== Segment start ==

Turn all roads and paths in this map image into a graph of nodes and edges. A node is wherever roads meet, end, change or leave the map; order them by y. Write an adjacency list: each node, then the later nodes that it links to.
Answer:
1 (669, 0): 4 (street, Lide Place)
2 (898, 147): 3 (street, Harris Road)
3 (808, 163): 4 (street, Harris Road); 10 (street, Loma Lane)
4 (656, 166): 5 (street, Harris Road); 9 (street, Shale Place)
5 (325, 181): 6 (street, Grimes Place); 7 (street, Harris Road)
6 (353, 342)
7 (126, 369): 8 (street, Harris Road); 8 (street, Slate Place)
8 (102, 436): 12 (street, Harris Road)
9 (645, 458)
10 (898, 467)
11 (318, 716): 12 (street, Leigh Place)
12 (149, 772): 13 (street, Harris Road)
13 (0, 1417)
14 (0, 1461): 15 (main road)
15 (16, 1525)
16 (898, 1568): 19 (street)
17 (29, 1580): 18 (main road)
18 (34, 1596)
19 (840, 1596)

== Segment end ==

= Work instruction =
Reproduce the material in full, with no word added or dropped.

= Solution to the problem =
Turn all roads and paths in this map image into a graph of nodes and edges. A node is wherever roads meet, end, change or leave the map; order them by y. Write an adjacency list: each node, then the later nodes that it links to.
Answer:
1 (669, 0): 4 (street, Lide Place)
2 (898, 147): 3 (street, Harris Road)
3 (808, 163): 4 (street, Harris Road); 10 (street, Loma Lane)
4 (656, 166): 5 (street, Harris Road); 9 (street, Shale Place)
5 (325, 181): 6 (street, Grimes Place); 7 (street, Harris Road)
6 (353, 342)
7 (126, 369): 8 (street, Harris Road); 8 (street, Slate Place)
8 (102, 436): 12 (street, Harris Road)
9 (645, 458)
10 (898, 467)
11 (318, 716): 12 (street, Leigh Place)
12 (149, 772): 13 (street, Harris Road)
13 (0, 1417)
14 (0, 1461): 15 (main road)
15 (16, 1525)
16 (898, 1568): 19 (street)
17 (29, 1580): 18 (main road)
18 (34, 1596)
19 (840, 1596)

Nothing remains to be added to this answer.